On 2016-03-08 12:01:18 +0900, Michael Paquier wrote:
> I have spent a couple of hours looking at that in details, and the
> patch is neat.

Cool. Doing some more polishing right now. Will be back with an updated
version soonish.

Did you do some testing?

> + * This routine ensures that, after returning, the effect of renaming file
> + * persists in case of a crash. A crash while this routine is running will
> + * leave you with either the old, or the new file.

> "you" is not really Postgres-like, "the server" or "the backend" perhaps?

Hm. I think your alternative proposals are more awkward.

> + /* XXX: perform close() before? might be outside a
> transaction. Consider errno! */
> ereport(elevel,
> (errcode_for_file_access(),
> errmsg("could not fsync file \"%s\": %m", fname)));
> + (void) CloseTransientFile(fd);
> + return -1;
> close() should be called before. slot.c for example does so and we
> don't want to link an fd here in case of elevel >= ERROR.

Note that the transient file machinery will normally prevent fd leakage
- but it can only do so if called in a transaction context. I've added
int save_errno;

/* close file upon error, might not be in transaction context */
save_errno = errno;
CloseTransientFile(fd);
errno = save_errno;
stanzas.

> + * It does so by using fsync on the sourcefile before the rename, and the
> + * target file and directory after.

> fsync is issued as well on the target file if it exists. I think
> that's worth mentioning in the header.

Ok.

> + /* XXX: Add racy file existence check? */
> + if (rename(oldfile, newfile) < 0)

> I am not sure we should worry about that, what do you think could
> cause the old file from going missing all of a sudden. Other backend
> processes are not playing with it in the code paths where this routine
> is called. Perhaps adding a comment in the header to let users know
> that would help?

What I'm thinking of is adding a check whether the *target* file already
exists, and error out in that case. Just like the link() based path
normally does.

> Instead of "durable" I think that "persistent" makes more sense.

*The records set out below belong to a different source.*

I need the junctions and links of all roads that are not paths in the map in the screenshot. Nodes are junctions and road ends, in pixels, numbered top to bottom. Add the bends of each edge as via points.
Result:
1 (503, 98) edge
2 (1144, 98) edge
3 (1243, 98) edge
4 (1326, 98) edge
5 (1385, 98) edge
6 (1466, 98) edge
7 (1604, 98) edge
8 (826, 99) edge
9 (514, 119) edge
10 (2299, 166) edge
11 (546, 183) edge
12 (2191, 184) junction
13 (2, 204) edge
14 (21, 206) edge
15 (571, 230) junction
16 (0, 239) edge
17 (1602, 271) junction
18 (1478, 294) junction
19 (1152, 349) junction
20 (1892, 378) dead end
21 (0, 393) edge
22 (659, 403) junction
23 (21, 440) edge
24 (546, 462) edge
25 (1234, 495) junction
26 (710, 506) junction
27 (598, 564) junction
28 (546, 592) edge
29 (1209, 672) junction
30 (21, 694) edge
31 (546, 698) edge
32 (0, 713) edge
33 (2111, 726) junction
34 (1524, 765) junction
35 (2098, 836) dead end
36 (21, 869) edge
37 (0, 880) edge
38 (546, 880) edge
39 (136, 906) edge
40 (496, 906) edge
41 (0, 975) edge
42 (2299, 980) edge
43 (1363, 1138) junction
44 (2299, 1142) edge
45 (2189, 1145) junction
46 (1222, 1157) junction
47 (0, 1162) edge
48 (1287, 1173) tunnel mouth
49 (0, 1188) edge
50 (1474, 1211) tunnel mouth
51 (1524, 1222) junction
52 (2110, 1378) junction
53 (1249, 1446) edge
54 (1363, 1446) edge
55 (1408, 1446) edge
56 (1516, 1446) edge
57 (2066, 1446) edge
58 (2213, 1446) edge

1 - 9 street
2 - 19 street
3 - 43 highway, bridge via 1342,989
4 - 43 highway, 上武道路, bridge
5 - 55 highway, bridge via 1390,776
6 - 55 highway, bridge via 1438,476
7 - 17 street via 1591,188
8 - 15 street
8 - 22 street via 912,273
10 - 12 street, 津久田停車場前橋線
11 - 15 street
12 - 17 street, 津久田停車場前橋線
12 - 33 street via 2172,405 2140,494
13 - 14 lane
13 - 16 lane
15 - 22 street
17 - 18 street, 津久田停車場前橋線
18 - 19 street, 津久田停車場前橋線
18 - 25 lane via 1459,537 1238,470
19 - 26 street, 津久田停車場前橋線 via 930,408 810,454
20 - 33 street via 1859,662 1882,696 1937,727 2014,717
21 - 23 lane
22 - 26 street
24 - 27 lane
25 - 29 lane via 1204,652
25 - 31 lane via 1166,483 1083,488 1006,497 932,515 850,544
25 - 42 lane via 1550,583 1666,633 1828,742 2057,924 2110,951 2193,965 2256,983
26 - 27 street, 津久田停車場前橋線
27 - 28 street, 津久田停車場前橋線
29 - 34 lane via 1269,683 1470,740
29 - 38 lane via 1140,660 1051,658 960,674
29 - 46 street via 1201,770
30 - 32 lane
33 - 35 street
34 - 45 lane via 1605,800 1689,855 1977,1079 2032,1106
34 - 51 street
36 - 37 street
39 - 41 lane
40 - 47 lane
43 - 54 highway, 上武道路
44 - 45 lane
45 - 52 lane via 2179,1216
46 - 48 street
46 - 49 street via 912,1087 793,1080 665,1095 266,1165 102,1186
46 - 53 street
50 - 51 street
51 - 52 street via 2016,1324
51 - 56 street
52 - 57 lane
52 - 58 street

I find durable a lot more descriptive. persistent could refer to
retrying the rename or something.

> We
> want to make those renames persistent on disk on case of a crash. So I
> would suggest the following routine names:
> - rename_persistent
> - rename_or_link_persistent
> Having the verb first also helps identifying that this is a
> system-level, rename()-like, routine.

I prefer the current names.

> > I sure wish we had the recovery testing et al. in all the back
> > branches...
>
> Sure, what we have now is something that should really be backpatched,
> I was just waiting to have all the existing stability issues
> addressed, the last one on my agenda being the failure of hamster for
> test 005 I mentioned in another thread before sending patches for
> other branches. I proposed a couple of potential regarding that
> actually, see here:
> http://www.postgresql.org/message-id/CAB7nPqSAZ9HnUcMoUa30JO2wJ8MnREm18p2a7McRA-ZrJxj3Vw@mail.gmail.com

Yea. Will be an interesting discussion... Anyway, I did run the patch
through the existing checks, after enabling fsync in PostgresNode.pm.